START Input for this task
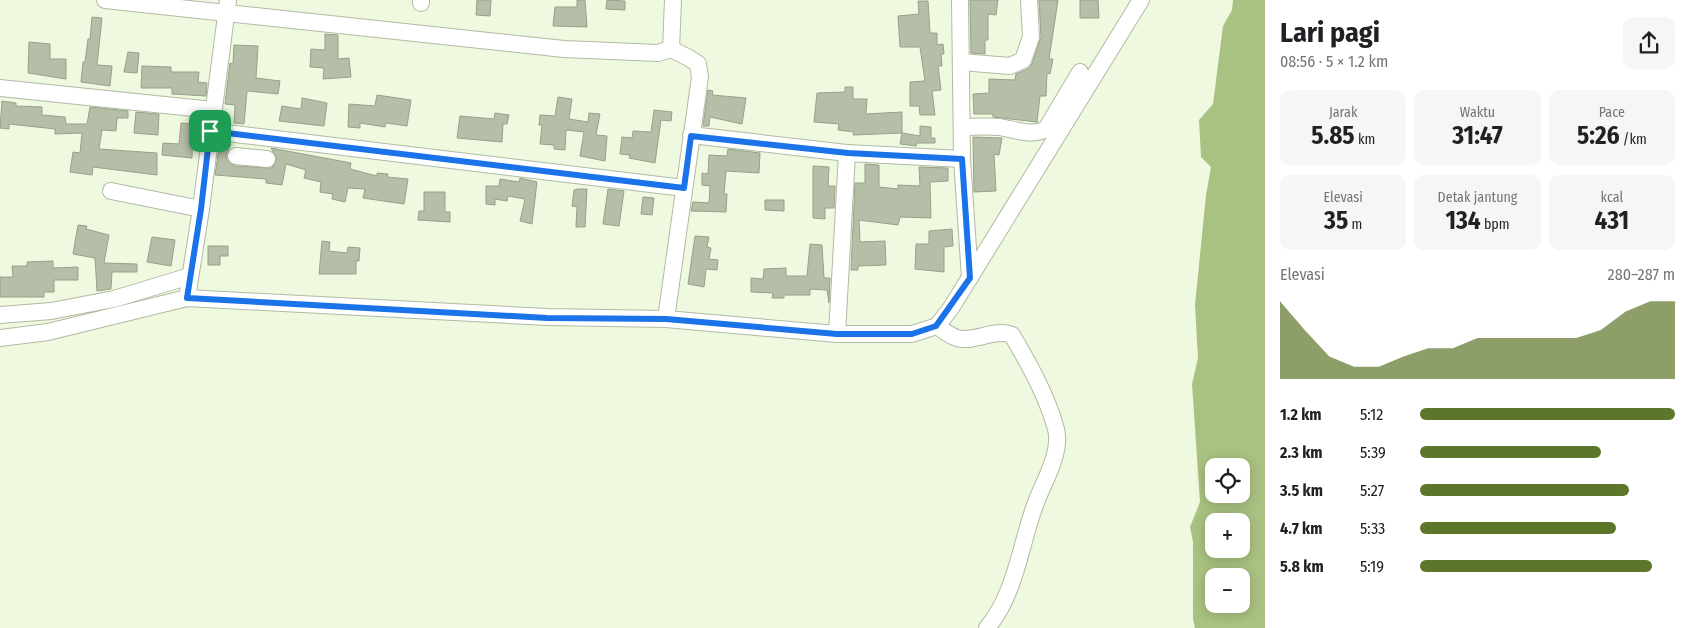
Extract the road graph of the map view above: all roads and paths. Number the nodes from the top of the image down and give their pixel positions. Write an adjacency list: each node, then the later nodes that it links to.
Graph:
1 (105, 0): 6 (street)
2 (673, 0): 7 (street)
3 (960, 0): 8 (street)
4 (1029, 0): 8 (street)
5 (1140, 0): 23 (street)
6 (227, 6): 7 (street); 11 (street)
7 (671, 50): 15 (street)
8 (961, 62): 12 (street)
9 (1080, 72): 12 (street)
10 (0, 88): 11 (street)
11 (213, 110): 13 (street)
12 (962, 127): 18 (street)
13 (210, 131): 14 (street); 21 (street)
14 (249, 135): 17 (street); 19 (street)
15 (691, 136): 16 (street); 19 (street)
16 (848, 153): 18 (street); 28 (street)
17 (267, 159)
18 (962, 159): 23 (street)
19 (684, 188): 26 (street)
20 (110, 191): 21 (street)
21 (201, 209): 22 (street)
22 (190, 276): 24 (street); 25 (street)
23 (970, 278): 27 (street)
24 (187, 298): 26 (street); 29 (street)
25 (0, 315)
26 (666, 319): 28 (street)
27 (936, 326): 28 (street); 30 (street)
28 (837, 334)
29 (0, 338)
30 (987, 628)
END Input for this task
# Activity
Every entry above has to be repeated exactly, apart from its pictures.

# Result of this exercise
Extract the road graph of the map view above: all roads and paths. Number the nodes from the top of the image down and give their pixel positions. Write an adjacency list: each node, then the later nodes that it links to.
Graph:
1 (105, 0): 6 (street)
2 (673, 0): 7 (street)
3 (960, 0): 8 (street)
4 (1029, 0): 8 (street)
5 (1140, 0): 23 (street)
6 (227, 6): 7 (street); 11 (street)
7 (671, 50): 15 (street)
8 (961, 62): 12 (street)
9 (1080, 72): 12 (street)
10 (0, 88): 11 (street)
11 (213, 110): 13 (street)
12 (962, 127): 18 (street)
13 (210, 131): 14 (street); 21 (street)
14 (249, 135): 17 (street); 19 (street)
15 (691, 136): 16 (street); 19 (street)
16 (848, 153): 18 (street); 28 (street)
17 (267, 159)
18 (962, 159): 23 (street)
19 (684, 188): 26 (street)
20 (110, 191): 21 (street)
21 (201, 209): 22 (street)
22 (190, 276): 24 (street); 25 (street)
23 (970, 278): 27 (street)
24 (187, 298): 26 (street); 29 (street)
25 (0, 315)
26 (666, 319): 28 (street)
27 (936, 326): 28 (street); 30 (street)
28 (837, 334)
29 (0, 338)
30 (987, 628)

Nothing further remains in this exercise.